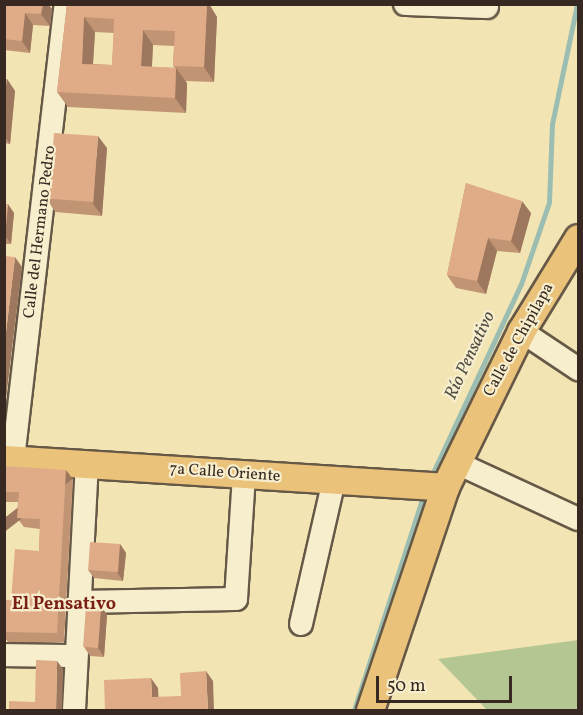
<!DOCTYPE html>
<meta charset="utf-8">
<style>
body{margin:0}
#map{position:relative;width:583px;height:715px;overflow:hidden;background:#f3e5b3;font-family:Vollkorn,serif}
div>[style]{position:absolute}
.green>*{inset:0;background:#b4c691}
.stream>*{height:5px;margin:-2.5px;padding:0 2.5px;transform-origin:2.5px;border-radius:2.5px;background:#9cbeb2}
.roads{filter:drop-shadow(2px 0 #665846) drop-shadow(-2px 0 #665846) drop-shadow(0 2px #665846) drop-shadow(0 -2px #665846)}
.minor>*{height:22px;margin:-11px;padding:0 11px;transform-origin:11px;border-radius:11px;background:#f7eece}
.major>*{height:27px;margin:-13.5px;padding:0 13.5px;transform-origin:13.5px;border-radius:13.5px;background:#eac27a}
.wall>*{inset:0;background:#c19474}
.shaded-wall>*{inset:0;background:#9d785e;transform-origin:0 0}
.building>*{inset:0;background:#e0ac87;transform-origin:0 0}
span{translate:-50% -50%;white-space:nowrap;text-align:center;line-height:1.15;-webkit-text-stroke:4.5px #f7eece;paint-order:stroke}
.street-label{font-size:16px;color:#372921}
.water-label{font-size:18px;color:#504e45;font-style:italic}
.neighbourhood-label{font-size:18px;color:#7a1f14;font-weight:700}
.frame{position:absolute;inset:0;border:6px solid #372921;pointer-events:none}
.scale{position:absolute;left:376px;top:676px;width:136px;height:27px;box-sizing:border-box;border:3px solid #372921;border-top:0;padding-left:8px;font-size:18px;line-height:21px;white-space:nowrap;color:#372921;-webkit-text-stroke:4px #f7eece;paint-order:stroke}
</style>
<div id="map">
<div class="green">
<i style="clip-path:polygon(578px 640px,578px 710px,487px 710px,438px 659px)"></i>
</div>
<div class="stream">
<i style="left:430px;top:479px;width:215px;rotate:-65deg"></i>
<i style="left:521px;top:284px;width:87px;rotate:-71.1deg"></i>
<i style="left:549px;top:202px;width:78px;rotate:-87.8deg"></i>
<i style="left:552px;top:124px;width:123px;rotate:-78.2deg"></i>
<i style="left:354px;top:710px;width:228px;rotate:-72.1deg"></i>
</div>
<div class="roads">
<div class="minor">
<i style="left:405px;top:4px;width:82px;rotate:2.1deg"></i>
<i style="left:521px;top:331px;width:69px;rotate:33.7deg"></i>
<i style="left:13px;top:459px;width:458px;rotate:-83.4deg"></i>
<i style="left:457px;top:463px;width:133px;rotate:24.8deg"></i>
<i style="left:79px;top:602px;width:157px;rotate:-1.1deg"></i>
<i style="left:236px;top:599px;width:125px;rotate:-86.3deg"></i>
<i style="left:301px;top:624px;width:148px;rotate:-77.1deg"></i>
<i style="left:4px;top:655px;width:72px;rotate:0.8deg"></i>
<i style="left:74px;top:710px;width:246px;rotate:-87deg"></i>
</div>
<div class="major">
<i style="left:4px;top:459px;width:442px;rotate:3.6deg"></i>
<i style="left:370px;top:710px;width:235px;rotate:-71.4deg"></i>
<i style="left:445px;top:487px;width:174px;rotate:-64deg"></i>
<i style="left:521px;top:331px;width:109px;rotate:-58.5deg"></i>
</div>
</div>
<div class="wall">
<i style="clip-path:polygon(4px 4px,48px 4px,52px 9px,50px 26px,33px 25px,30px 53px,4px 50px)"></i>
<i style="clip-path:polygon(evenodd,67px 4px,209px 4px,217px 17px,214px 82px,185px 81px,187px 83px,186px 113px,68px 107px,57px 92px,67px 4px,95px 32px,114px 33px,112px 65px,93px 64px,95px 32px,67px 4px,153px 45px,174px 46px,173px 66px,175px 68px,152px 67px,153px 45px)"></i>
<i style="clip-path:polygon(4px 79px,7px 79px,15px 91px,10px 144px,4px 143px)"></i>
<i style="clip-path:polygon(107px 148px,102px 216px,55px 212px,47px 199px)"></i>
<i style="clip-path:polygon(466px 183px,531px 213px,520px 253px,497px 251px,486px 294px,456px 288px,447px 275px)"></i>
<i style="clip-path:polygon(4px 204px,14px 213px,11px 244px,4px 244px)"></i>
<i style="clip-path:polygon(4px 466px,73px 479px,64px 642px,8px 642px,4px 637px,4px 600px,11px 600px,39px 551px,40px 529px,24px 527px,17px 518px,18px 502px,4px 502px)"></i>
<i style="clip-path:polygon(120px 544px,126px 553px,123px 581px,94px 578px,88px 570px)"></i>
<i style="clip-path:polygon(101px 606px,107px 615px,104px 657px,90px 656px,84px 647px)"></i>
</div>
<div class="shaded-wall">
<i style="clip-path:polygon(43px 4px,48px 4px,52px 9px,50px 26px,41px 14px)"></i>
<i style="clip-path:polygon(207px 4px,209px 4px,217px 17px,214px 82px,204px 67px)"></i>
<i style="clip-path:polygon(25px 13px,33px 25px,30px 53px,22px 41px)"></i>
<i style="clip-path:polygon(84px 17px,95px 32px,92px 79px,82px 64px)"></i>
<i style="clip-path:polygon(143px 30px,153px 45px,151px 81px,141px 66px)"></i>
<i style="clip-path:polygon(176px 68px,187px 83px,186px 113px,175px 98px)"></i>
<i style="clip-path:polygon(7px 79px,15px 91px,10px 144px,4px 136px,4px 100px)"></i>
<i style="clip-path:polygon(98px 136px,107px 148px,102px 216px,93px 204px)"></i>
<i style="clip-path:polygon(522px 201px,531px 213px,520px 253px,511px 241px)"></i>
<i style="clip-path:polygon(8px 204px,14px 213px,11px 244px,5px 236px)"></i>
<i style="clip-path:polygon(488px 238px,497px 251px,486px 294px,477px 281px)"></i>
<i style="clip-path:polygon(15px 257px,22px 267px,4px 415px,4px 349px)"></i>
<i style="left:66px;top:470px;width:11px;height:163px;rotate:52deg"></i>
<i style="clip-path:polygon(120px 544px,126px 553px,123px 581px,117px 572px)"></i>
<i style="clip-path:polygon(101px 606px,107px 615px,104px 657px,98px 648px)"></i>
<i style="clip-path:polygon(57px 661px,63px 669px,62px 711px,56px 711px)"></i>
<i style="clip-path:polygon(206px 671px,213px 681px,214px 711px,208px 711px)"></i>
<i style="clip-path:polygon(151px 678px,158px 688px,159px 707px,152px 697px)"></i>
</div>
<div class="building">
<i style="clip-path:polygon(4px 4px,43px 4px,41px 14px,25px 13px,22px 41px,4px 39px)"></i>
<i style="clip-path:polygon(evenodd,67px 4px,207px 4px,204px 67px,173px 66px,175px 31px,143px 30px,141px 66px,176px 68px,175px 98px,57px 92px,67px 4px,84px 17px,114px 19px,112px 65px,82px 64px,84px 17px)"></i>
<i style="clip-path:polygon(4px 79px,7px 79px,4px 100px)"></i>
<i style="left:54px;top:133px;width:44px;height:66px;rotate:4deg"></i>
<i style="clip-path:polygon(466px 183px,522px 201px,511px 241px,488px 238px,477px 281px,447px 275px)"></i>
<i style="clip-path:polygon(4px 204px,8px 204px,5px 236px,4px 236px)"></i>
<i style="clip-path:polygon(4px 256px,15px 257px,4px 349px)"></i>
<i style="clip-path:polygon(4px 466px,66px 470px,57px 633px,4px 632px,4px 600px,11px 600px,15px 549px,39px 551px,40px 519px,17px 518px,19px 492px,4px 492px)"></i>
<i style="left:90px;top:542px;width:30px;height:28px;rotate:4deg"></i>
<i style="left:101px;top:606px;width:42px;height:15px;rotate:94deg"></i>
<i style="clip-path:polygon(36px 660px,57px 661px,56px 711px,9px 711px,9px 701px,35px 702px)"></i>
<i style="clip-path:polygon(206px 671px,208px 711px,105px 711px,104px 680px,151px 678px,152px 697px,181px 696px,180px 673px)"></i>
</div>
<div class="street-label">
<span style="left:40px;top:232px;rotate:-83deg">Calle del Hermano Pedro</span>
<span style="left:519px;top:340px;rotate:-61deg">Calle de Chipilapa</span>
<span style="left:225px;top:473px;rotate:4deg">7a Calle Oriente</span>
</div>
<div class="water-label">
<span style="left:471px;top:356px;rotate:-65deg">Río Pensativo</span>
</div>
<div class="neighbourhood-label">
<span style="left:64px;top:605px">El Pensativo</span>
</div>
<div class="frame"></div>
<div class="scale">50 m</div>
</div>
_ _ _
**Assigned task**
Check each line of the listing above for the string "paint", then give how many lines have it. No other text.

**Task output**
2